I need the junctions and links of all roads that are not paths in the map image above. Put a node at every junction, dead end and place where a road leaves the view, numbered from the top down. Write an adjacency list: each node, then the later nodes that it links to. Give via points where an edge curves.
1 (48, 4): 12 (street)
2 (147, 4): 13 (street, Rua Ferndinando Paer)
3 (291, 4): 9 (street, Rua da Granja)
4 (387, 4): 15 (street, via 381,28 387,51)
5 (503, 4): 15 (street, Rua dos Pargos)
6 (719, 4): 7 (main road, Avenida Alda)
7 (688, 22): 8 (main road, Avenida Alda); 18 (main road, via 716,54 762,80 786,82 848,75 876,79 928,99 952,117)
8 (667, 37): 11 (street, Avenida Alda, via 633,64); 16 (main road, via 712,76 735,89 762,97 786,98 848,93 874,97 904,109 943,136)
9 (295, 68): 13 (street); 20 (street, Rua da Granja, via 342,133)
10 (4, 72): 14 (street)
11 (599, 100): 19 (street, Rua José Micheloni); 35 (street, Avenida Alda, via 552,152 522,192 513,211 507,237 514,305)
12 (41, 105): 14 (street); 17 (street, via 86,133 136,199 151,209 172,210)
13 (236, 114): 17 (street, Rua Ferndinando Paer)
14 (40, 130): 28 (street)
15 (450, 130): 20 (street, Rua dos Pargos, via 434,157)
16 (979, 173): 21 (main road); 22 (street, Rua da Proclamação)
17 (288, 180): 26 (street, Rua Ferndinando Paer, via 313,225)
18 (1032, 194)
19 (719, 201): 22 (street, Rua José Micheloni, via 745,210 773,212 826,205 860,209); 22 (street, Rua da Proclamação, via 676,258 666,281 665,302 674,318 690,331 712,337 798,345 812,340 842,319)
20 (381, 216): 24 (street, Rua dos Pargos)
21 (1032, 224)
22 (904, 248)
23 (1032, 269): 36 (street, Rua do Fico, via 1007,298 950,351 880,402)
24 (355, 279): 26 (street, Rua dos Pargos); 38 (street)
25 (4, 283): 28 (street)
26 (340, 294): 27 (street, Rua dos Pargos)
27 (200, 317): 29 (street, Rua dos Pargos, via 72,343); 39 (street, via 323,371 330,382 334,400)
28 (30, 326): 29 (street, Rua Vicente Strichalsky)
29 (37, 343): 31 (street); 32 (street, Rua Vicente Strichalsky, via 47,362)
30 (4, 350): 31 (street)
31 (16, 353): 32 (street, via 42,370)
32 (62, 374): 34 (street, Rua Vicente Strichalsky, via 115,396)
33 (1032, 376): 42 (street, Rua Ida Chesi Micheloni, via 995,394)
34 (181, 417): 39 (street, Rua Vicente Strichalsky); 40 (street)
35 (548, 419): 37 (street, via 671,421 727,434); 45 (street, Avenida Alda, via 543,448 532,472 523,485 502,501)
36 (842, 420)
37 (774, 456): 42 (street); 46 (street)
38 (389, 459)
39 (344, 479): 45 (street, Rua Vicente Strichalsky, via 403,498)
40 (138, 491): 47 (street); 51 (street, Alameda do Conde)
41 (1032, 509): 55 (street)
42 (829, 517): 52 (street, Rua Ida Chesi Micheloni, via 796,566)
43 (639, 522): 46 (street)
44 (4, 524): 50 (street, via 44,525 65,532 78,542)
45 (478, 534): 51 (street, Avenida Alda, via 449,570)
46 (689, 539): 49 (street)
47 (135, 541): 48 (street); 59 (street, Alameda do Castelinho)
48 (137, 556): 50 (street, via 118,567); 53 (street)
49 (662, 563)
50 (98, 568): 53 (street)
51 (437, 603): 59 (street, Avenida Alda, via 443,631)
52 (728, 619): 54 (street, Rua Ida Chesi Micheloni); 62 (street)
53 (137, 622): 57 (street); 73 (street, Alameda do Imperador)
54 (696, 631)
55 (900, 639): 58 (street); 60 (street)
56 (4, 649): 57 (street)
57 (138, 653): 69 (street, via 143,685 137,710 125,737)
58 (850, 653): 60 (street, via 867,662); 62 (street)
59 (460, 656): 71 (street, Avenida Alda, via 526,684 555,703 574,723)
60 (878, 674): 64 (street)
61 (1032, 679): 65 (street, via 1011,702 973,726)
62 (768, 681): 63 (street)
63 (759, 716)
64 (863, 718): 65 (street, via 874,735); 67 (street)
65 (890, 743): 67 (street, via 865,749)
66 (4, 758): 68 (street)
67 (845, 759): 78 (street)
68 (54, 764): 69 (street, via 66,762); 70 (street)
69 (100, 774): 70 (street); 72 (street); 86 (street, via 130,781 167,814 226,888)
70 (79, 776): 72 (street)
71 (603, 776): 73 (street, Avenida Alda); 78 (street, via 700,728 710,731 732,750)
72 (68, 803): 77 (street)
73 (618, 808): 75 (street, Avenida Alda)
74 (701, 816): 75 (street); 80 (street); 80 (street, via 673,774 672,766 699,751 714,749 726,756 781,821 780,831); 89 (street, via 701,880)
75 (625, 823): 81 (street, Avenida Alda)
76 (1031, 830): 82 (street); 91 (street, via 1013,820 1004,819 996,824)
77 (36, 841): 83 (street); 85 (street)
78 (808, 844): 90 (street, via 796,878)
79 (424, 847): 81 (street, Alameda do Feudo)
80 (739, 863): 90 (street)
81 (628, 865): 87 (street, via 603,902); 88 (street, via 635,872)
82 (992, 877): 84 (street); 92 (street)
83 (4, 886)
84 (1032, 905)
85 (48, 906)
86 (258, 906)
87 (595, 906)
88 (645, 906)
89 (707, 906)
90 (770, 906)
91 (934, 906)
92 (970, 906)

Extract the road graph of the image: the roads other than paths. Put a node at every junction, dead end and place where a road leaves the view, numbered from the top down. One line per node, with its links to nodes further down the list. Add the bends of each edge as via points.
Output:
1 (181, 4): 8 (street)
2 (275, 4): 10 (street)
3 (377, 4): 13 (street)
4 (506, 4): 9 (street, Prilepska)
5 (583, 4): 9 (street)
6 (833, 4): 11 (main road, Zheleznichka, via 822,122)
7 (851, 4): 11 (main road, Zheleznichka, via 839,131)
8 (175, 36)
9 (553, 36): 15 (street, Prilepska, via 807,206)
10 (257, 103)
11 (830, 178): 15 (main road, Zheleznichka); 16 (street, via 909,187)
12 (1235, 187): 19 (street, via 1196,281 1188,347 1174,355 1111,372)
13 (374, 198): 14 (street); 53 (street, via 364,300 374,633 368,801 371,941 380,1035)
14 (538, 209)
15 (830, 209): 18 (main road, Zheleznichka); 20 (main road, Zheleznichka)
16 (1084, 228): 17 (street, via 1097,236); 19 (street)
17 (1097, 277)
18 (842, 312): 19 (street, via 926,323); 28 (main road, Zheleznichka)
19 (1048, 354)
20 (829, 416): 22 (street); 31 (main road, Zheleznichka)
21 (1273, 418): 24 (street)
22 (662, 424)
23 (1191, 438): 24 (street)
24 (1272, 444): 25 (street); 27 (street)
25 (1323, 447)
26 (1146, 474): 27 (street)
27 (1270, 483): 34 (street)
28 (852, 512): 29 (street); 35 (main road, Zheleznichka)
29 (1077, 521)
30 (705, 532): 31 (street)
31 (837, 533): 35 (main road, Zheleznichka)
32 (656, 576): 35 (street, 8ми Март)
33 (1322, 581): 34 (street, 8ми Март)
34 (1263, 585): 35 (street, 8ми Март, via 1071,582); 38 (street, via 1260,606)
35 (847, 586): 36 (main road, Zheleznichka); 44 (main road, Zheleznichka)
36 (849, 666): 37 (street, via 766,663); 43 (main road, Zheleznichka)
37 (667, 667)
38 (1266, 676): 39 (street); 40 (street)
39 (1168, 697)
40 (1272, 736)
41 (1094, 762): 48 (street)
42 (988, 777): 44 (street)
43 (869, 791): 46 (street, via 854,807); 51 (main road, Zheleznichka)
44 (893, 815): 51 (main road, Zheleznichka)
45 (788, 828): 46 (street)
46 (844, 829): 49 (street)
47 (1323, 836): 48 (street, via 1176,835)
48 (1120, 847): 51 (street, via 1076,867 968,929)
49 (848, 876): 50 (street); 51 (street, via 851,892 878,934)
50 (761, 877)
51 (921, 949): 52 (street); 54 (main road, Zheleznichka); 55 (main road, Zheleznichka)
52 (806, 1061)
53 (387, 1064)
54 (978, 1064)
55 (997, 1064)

───

What you are asked to do: Show the lines of the records that include the string "Granja".

Response for this exercise:
3 (291, 4): 9 (street, Rua da Granja)
9 (295, 68): 13 (street); 20 (street, Rua da Granja, via 342,133)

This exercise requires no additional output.